- Consensus secondary structure of rmf RNAs

Identifiers
- Symbol: rmf RNA
- Rfam: RF01755

Other data
- RNA type: Cis-regulatory element
- Domain: Bacteria
- PDB structures: PDBe

= RMF RNA motif =

The rmf RNA motif is a conserved RNA structure that was originally detected using bioinformatics. rmf RNAs are consistently foundwithin species classified into the genus Pseudomonas, and is located potentially in the 5′ untranslated regions (5′ UTRs) of rmf genes. These genes encodes the ribosome modulation factor protein, which affects the translation of genes by modifying ribosome structure in response to stress such as starvation. This ribosome modulation is a part of the stringent response in bacteria. The likely biological role of rmf RNAs is ambiguous.

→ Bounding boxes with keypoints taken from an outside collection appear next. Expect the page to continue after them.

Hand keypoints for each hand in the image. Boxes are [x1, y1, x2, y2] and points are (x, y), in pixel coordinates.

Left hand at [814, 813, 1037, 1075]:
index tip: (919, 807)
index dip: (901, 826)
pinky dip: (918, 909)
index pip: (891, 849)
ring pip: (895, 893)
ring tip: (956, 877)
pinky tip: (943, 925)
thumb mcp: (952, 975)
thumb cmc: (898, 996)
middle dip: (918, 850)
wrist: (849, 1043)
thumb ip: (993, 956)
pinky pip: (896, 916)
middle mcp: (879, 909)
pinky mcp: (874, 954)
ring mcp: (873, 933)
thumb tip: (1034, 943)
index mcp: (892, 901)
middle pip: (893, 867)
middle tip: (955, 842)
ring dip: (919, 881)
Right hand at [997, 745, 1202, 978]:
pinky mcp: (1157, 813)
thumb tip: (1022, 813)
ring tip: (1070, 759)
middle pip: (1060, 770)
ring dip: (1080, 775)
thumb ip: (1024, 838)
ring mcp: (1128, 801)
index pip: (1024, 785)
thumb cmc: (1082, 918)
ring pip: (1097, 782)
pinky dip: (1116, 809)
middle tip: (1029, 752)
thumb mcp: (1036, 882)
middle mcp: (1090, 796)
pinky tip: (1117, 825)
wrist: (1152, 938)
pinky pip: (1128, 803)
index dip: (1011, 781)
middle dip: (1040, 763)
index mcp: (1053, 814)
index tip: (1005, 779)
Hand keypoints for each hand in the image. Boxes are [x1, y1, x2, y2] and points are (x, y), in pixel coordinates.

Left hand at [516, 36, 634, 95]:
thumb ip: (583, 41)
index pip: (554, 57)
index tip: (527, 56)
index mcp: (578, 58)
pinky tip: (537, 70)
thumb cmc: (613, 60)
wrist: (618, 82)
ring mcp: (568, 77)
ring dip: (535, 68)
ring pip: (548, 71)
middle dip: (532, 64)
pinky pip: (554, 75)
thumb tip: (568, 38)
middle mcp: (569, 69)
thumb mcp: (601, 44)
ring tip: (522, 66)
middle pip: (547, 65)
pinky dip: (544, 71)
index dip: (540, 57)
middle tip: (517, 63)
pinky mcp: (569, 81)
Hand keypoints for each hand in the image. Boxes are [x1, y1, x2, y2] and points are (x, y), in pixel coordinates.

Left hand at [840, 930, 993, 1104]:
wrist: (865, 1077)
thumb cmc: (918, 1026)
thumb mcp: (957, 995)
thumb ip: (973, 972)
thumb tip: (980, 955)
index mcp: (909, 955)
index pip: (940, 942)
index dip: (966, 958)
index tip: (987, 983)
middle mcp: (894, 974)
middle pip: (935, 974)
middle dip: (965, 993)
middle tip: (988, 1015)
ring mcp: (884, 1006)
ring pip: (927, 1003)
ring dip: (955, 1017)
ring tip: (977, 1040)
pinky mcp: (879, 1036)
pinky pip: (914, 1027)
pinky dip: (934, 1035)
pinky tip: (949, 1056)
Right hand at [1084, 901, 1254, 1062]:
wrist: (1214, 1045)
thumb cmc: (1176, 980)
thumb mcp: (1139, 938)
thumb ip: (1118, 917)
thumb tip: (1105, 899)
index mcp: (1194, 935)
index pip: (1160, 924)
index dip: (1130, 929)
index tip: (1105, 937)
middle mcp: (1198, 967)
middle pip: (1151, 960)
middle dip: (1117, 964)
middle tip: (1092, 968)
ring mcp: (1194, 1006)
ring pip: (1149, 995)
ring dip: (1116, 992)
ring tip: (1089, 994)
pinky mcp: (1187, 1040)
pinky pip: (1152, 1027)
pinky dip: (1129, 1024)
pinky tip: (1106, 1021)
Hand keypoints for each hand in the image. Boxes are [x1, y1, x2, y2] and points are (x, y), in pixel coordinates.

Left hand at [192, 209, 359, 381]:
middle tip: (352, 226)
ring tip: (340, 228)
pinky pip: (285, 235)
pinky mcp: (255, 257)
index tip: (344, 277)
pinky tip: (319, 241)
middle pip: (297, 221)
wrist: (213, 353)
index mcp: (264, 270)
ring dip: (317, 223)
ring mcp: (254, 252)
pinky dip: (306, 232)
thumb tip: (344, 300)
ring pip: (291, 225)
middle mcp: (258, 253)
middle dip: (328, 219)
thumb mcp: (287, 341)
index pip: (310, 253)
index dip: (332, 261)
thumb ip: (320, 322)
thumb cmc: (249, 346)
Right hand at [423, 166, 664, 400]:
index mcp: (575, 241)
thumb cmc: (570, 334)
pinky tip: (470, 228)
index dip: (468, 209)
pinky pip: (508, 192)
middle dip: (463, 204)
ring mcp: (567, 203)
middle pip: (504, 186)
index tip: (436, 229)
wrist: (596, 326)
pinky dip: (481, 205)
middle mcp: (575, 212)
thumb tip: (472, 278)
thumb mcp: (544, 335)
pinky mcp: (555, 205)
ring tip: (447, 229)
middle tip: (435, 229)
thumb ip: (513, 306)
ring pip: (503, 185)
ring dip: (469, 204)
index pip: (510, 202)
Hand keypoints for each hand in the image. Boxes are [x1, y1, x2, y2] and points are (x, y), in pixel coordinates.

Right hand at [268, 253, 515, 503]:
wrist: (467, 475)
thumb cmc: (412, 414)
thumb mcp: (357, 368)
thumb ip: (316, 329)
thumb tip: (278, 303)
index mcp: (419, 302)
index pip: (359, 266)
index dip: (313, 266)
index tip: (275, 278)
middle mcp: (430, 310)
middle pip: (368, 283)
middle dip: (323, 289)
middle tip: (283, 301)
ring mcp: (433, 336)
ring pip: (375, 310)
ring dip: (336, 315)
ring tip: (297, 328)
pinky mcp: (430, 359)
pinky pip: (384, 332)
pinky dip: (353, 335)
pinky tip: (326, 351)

Since the RNA could be in the 5′ UTRs of protein-coding genes, it was hypothesized that it functions as a cis-regulatory element. This hypothesis is bolstered by the observation that ribosome modulation factor binds ribosomal RNA, and many cis-regulatory RNAs called ribosomal protein leaders participate in a feedback regulation mechanism by binding to proteins that normally bind to ribosomal RNA. However, since rmf RNAs are not very close to the rmf genes, they might function as non-coding RNAs.